__What is required__
Determine the count of lines containing "Schönenbergstrasse" in the entries below and return only that figure.

Top of Excerpted data

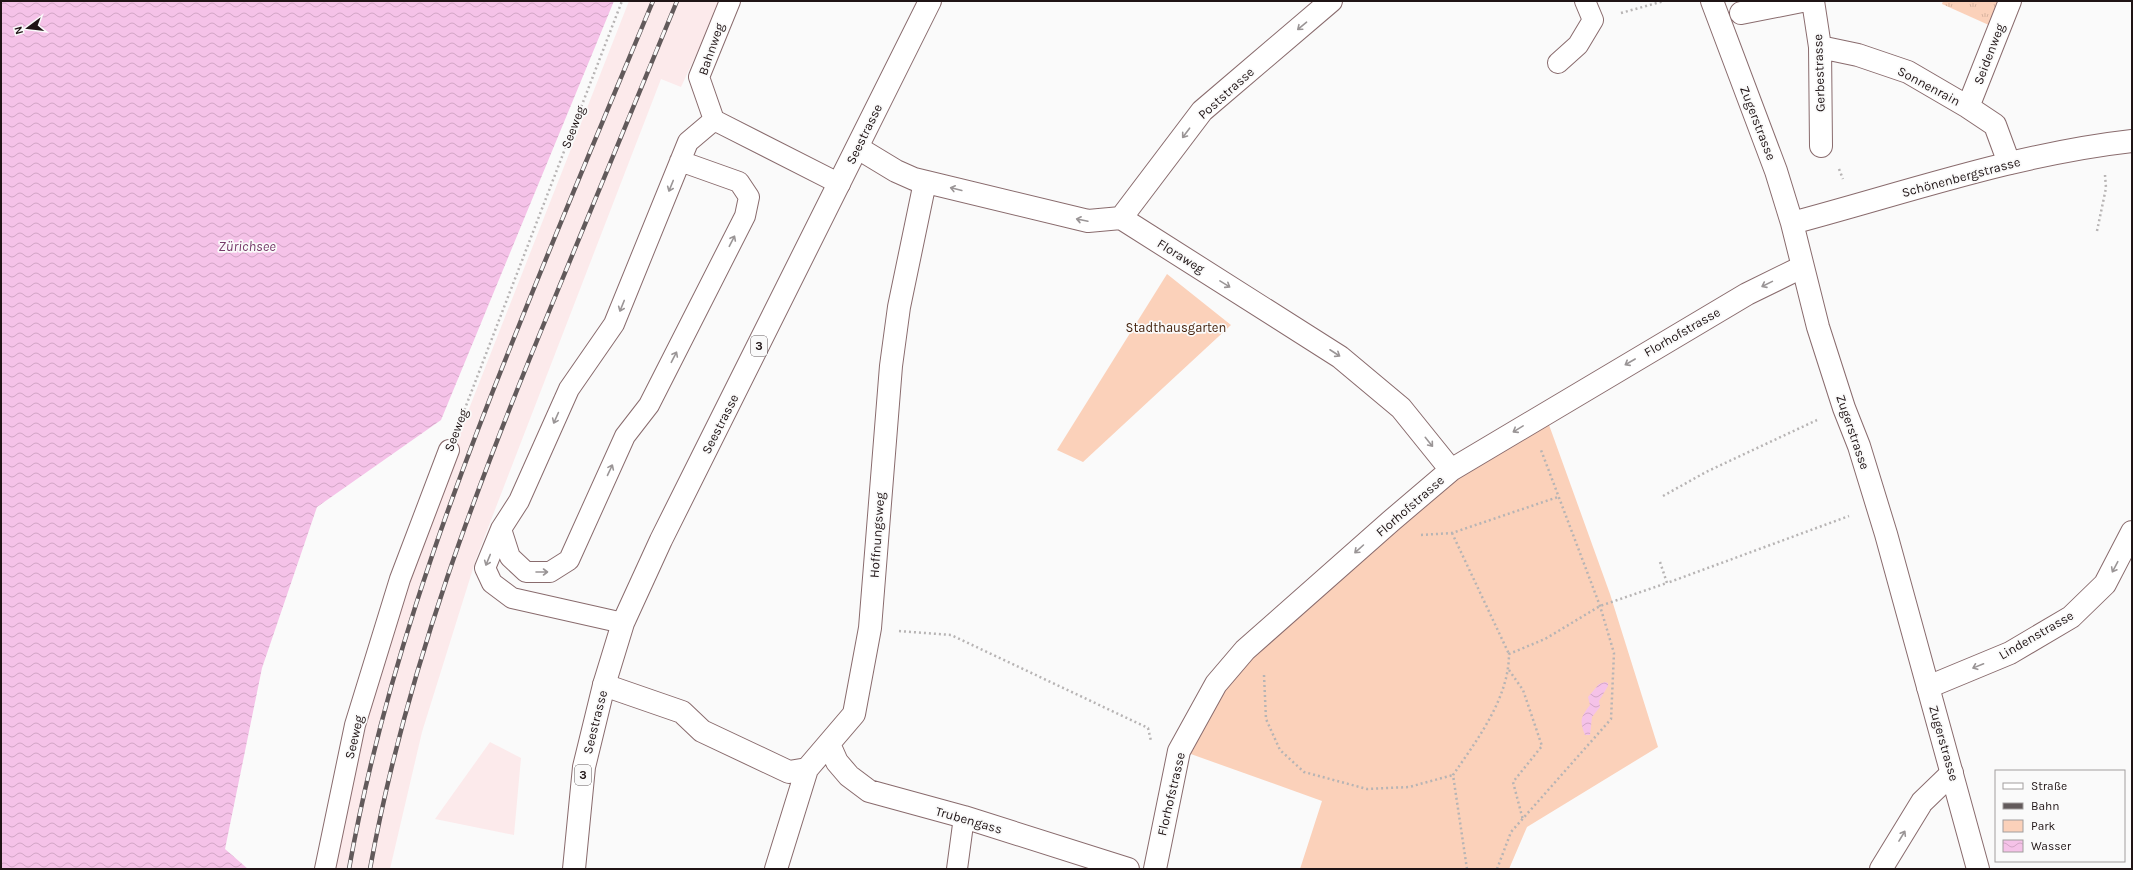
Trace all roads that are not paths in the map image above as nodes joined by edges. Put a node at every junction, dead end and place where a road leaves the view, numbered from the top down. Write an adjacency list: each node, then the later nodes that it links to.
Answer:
1 (730, 1): 13 (lane, Bahnweg)
2 (930, 1): 16 (street, Seestrasse / 3)
3 (1331, 1): 21 (street, Poststrasse, one-way to 21)
4 (1585, 1): 11 (lane)
5 (1712, 1): 22 (street, Zugerstrasse)
6 (1802, 1): 9 (street)
7 (1813, 1): 10 (street, Gerbestrasse)
8 (2010, 1): 12 (street, Seidenweg)
9 (1741, 12)
10 (1820, 47): 12 (street, Sonnenrain); 15 (street, Gerbestrasse)
11 (1558, 63)
12 (1968, 107): 18 (street, Sonnenrain)
13 (714, 120): 17 (lane); 20 (lane)
14 (2132, 141): 18 (street, Schönenbergstrasse)
15 (1821, 146)
16 (858, 148): 19 (street); 20 (street, Seestrasse / 3)
17 (680, 161): 26 (lane, one-way to 26); 26 (lane, one-way to 17)
18 (2009, 163): 22 (street, Schönenbergstrasse)
19 (925, 182): 21 (street, one-way to 19); 31 (street, Hoffnungsweg)
20 (840, 184): 28 (street, Seestrasse / 3)
21 (1121, 218): 25 (street, Floraweg, one-way to 25)
22 (1792, 223): 23 (street, Zugerstrasse)
23 (1802, 267): 25 (street, Florhofstrasse, one-way to 25); 30 (street, Zugerstrasse)
24 (449, 450): 35 (lane, Seeweg)
25 (1451, 470): 40 (street, Florhofstrasse, one-way to 40)
26 (501, 529): 28 (lane, one-way to 28)
27 (2132, 532): 30 (street, Lindenstrasse, one-way to 30)
28 (623, 623): 29 (street, Seestrasse / 3)
29 (604, 684): 32 (street); 36 (street, Seestrasse / 3)
30 (1928, 687): 33 (street, Zugerstrasse)
31 (829, 744): 32 (street, Hoffnungsweg); 34 (street, Trubengass)
32 (807, 769): 37 (street, Hoffnungsweg)
33 (1952, 773): 41 (street, one-way to 33); 42 (street, Zugerstrasse)
34 (964, 817): 38 (lane); 39 (street, Trubengass)
35 (325, 869)
36 (574, 869)
37 (776, 869)
38 (957, 869)
39 (1128, 869)
40 (1155, 869)
41 (1881, 869)
42 (1978, 869)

Bottom of Excerpted data

__Answer space__
2